### Task description
From the entries below, gather each line containing the word "roads".

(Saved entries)
------------------------------------------------------------------------

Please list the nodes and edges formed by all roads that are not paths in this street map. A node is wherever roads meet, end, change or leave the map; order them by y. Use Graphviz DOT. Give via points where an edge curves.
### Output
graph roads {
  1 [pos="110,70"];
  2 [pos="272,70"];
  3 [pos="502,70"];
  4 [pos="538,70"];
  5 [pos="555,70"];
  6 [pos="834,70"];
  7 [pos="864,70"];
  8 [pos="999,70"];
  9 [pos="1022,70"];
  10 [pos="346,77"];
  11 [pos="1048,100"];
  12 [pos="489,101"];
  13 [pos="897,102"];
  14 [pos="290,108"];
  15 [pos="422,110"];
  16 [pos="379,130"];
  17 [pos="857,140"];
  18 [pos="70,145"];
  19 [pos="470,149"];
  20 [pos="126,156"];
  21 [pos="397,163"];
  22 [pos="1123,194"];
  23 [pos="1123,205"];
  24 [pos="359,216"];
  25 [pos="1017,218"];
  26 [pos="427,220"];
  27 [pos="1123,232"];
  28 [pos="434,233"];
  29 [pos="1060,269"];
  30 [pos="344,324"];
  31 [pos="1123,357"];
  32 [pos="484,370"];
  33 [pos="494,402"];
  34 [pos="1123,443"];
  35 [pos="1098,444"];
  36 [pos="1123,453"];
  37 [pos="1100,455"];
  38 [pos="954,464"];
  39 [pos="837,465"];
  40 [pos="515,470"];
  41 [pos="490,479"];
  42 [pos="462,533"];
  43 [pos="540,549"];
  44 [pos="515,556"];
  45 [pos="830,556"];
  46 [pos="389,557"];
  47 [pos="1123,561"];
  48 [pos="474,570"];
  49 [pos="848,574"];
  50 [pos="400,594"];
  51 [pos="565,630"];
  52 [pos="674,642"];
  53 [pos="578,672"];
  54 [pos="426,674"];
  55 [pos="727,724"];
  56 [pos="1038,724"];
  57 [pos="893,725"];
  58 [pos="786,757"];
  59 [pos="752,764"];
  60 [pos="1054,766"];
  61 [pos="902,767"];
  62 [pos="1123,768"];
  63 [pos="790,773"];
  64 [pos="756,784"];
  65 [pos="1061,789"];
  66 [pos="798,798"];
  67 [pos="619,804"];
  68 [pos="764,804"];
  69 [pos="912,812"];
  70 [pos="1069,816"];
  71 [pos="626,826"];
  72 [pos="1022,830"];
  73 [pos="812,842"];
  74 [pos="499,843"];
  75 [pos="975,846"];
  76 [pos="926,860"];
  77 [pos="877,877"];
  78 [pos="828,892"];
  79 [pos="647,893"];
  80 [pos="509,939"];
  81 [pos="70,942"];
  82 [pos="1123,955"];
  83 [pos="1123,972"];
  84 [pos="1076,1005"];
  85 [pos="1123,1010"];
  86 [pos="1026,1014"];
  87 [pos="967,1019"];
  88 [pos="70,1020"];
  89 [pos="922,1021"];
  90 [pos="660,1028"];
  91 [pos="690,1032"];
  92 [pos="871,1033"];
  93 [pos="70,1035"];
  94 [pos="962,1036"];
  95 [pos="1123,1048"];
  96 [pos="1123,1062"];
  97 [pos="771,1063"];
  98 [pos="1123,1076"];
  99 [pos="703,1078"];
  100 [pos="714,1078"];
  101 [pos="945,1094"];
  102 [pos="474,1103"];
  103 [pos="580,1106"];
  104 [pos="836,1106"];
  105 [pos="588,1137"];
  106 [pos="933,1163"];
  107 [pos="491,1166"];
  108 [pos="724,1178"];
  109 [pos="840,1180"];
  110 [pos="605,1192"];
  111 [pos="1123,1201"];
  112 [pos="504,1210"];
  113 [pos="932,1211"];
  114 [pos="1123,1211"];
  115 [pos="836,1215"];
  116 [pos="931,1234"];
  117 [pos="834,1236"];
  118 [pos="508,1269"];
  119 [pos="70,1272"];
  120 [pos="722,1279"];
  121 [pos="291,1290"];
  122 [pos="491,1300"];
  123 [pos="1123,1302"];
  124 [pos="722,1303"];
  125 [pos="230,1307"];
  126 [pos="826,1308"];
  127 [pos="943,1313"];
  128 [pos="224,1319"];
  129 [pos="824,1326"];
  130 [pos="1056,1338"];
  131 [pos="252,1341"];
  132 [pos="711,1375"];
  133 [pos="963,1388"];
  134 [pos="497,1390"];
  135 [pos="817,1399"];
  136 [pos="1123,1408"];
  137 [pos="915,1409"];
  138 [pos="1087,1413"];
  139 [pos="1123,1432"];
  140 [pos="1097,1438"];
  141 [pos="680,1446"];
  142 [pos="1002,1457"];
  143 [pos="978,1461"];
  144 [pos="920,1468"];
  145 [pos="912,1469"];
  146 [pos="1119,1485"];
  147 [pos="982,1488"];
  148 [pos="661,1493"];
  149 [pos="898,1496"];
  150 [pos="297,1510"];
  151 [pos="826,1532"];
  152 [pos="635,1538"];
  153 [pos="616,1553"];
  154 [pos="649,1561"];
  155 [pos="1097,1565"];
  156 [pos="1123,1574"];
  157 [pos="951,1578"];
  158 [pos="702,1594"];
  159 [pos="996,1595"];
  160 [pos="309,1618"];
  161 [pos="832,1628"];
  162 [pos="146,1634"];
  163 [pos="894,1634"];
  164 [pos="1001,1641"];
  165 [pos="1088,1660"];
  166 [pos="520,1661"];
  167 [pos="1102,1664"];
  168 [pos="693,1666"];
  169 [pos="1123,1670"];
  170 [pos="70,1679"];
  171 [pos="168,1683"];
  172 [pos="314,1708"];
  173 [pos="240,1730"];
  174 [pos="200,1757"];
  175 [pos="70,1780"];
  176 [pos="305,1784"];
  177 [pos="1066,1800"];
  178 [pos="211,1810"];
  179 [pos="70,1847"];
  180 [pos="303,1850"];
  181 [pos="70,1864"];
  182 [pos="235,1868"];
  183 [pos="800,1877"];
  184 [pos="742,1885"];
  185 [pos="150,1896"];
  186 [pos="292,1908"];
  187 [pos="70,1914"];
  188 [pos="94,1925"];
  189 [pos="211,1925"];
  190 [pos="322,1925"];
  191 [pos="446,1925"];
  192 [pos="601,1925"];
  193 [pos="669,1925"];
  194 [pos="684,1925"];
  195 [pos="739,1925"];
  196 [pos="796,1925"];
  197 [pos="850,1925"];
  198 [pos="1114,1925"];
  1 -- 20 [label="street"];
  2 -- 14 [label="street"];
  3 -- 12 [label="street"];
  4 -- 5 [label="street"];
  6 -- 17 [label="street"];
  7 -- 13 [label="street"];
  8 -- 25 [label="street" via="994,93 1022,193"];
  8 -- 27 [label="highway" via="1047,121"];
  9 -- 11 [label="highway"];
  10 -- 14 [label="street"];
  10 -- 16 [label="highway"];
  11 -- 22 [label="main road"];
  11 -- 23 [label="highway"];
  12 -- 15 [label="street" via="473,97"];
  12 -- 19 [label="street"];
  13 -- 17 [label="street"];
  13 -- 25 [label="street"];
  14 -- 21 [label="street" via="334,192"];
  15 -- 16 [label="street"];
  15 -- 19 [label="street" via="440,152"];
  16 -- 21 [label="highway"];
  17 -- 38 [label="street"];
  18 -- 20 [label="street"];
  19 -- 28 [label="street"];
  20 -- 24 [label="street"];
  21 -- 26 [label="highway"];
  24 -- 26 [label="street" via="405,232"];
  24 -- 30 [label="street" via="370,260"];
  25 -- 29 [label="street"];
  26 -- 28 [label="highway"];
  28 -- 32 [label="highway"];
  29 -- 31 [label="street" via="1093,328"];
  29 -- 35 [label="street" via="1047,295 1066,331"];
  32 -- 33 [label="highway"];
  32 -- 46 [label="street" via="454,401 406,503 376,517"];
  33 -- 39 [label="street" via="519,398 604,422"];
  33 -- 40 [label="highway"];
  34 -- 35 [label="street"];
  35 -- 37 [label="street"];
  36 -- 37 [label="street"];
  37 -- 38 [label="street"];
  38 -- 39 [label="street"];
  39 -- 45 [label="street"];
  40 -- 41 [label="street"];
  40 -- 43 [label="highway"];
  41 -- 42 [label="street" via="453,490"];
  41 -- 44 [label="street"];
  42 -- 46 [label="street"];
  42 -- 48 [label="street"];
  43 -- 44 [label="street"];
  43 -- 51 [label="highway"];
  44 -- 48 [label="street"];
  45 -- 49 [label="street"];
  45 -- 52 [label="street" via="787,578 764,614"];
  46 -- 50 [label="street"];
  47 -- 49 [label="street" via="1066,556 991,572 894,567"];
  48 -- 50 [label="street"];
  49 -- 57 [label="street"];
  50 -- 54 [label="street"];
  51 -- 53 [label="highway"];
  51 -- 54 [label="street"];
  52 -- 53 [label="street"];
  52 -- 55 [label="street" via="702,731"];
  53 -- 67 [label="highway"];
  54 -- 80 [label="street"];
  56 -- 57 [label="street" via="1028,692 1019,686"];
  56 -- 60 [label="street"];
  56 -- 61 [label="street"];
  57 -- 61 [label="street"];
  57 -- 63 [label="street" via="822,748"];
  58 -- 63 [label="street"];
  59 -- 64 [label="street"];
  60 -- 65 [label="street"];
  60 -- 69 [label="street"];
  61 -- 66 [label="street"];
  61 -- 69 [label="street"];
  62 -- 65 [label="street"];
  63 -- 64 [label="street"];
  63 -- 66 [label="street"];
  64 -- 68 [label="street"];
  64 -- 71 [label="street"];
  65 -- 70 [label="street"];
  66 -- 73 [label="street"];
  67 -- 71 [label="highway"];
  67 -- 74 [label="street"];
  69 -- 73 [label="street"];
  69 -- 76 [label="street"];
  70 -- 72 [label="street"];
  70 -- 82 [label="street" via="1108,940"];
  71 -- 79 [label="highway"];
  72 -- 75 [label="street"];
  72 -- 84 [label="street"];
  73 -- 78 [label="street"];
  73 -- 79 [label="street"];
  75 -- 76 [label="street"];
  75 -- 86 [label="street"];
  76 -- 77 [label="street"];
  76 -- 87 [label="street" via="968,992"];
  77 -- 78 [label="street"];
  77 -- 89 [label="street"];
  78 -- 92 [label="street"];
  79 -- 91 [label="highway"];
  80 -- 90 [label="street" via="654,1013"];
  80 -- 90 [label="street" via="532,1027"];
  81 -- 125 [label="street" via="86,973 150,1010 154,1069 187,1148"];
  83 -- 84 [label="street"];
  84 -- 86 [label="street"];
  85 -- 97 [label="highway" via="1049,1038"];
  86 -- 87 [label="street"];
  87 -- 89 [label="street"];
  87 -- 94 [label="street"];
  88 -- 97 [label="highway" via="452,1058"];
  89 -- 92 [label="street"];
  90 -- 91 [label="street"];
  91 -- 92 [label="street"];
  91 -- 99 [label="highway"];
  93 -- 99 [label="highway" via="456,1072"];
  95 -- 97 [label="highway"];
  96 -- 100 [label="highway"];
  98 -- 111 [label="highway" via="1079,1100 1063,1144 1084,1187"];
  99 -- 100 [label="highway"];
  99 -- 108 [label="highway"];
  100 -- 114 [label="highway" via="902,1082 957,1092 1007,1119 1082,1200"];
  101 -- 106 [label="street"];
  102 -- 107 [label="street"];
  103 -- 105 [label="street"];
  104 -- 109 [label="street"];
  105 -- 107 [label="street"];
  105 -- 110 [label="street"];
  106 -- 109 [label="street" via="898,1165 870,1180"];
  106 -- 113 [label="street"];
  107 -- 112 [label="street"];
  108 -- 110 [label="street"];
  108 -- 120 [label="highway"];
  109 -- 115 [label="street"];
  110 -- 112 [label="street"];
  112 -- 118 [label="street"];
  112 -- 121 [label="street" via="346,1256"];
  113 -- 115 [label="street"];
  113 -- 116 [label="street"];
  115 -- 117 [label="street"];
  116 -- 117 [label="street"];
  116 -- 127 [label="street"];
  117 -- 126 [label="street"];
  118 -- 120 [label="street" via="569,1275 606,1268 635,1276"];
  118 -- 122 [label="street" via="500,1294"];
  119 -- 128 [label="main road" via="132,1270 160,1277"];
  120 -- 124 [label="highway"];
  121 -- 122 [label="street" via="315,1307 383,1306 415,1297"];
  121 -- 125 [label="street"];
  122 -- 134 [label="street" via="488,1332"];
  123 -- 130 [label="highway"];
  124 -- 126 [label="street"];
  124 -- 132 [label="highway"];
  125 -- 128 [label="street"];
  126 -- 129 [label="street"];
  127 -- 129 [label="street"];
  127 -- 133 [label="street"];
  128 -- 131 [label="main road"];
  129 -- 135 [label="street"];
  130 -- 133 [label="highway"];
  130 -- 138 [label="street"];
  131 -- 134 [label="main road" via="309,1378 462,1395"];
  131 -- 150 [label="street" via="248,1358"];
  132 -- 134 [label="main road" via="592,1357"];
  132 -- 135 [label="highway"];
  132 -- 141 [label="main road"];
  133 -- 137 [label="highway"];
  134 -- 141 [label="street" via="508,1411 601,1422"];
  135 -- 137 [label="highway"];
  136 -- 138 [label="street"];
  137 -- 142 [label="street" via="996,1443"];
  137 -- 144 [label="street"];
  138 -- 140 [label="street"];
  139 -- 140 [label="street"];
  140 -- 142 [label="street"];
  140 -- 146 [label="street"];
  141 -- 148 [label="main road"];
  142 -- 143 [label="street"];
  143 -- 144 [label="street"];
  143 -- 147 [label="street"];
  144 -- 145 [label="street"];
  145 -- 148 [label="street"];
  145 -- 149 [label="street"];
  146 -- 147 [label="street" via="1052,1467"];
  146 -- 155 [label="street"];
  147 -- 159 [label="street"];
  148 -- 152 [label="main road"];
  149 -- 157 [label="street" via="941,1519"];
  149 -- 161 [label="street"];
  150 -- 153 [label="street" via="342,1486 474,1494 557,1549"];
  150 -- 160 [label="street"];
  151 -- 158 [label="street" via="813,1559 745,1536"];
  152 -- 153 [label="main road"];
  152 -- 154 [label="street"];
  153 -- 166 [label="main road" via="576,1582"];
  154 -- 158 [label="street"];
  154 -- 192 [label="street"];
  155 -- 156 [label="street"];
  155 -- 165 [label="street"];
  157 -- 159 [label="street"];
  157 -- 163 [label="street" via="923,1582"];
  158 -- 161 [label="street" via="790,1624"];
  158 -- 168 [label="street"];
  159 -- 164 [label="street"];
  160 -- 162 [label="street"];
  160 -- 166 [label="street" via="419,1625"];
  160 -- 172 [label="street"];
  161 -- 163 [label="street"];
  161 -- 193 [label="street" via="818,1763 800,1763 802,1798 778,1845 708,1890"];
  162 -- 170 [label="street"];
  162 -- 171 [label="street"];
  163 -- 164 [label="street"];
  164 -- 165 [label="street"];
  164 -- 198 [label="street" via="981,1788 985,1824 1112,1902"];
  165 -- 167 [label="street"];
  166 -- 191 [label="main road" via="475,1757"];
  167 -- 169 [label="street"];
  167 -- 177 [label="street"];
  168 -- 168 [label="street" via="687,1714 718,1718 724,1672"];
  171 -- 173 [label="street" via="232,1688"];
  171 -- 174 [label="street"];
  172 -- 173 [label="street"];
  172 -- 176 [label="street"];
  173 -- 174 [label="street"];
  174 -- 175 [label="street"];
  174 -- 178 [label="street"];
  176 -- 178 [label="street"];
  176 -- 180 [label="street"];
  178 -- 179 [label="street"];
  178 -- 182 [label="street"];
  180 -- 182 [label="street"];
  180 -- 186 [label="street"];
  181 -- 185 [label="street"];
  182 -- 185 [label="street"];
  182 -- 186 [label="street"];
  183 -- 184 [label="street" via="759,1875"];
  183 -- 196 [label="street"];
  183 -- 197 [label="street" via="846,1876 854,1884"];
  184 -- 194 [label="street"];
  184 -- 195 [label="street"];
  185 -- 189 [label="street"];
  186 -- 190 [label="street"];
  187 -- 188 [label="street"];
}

------------------------------------------------------------------------

### Task response
Please list the nodes and edges formed by all roads that are not paths in this street map. A node is wherever roads meet, end, change or leave the map; order them by y. Use Graphviz DOT. Give via points where an edge curves.
graph roads {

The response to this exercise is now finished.